Rapat DPR dengan Kementrian Membahas Tenaga Honorer

0
159

Jakarta, namalonews.com- Dewan Perwakilan Rakyat (DPR) RI dari Komisi I, II, IV, VIII, IX, X dan XI menggelar rapat gabungan dengan sejumlah kementerian membahas tenaga honorer K2, di Gedung Badan Musyawarah DPR RI,Senin (4/6/2018).

“Sampai sejauh ini yang berkembang di media massa, definisi tenaga honorer ini masih simpang siur. Oleh karena itu kami ingin menjelaskan definisi tenaga honorer apa,” ujar Setiawan Wangsaatmaja, Kemenpan-RB (Kementrian Aparatur Negara-Reformasi Birokrasi).

“Sampai sejauh ini yang berkembang di media massa, definisi tenaga honorer ini masih simpang siur. Oleh karena itu kami ingin menjelaskan definisi tenaga honorer apa,” ujar Setiawan.

Katanya, berdasarkan Peraturan Pemerintah Nomor 48 Tahun 2005 dan PP Nomor 56 Tahun 2012, disebutkan bahwa tenaga honorer merupakan honorer yang bekerja setahun setelah 31 Desember 2005. Persoalan tenaga honorer K-2 secara payung hukum sudah selesai dengan adanya dua peraturan pemerintah tersebut.
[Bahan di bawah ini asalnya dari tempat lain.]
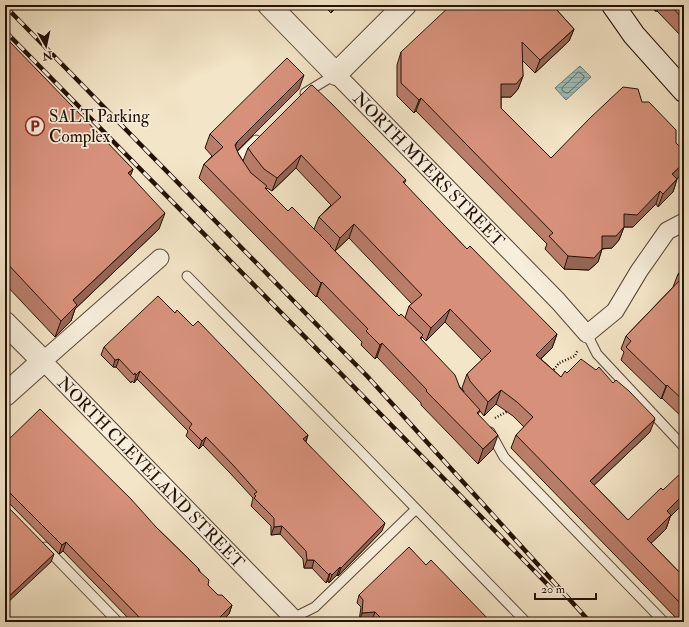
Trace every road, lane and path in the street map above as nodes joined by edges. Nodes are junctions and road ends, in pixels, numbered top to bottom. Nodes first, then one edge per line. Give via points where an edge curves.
1 (269, 5) edge
2 (405, 5) edge
3 (603, 5) edge
4 (617, 11) edge
5 (336, 74) junction
6 (684, 91) edge
7 (296, 100) edge
8 (263, 133) edge
9 (243, 174) edge
10 (684, 222) edge
11 (160, 258) dead end
12 (186, 276) dead end
13 (5, 322) edge
14 (587, 334) junction
15 (43, 361) junction
16 (548, 377) edge
17 (5, 394) edge
18 (514, 406) edge
19 (482, 423) joint
20 (684, 447) edge
21 (416, 510) junction
22 (37, 540) edge
23 (293, 621) edge
24 (118, 622) edge
25 (526, 622) edge
26 (664, 622) edge

1 - 5 street, NORTH MYERS STREET
2 - 5 street
3 - 4 street
4 - 6 street via 634,35
5 - 7 lane
5 - 14 street, NORTH MYERS STREET via 558,301
8 - 9 lane via 236,160
10 - 14 street via 667,231 615,311
11 - 15 street
12 - 21 lane
13 - 15 street, NORTH CLEVELAND STREET
14 - 16 path via 575,356 559,363
14 - 20 lane via 597,354
15 - 17 street
15 - 23 street, NORTH CLEVELAND STREET
18 - 19 path
19 - 26 lane via 504,457
21 - 23 lane via 315,607
21 - 25 lane
22 - 24 lane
Banyaknya tenaga honorer yang mengeluh soal gaji dan tunjangan hari raya, menurut Setiawan bukanlah kewenangan pemerintah. Sebab, tenaga honorer tersebut merupakan tanggung jawab pihak yang merekrutnya.

Setiawan kemudian menanyakan balik mengenai siapa yang merekrut tenaga honorer tersebut. “Ini berarti yang merekrutlah yang harus bertanggungjawab untuk itu,” katanya.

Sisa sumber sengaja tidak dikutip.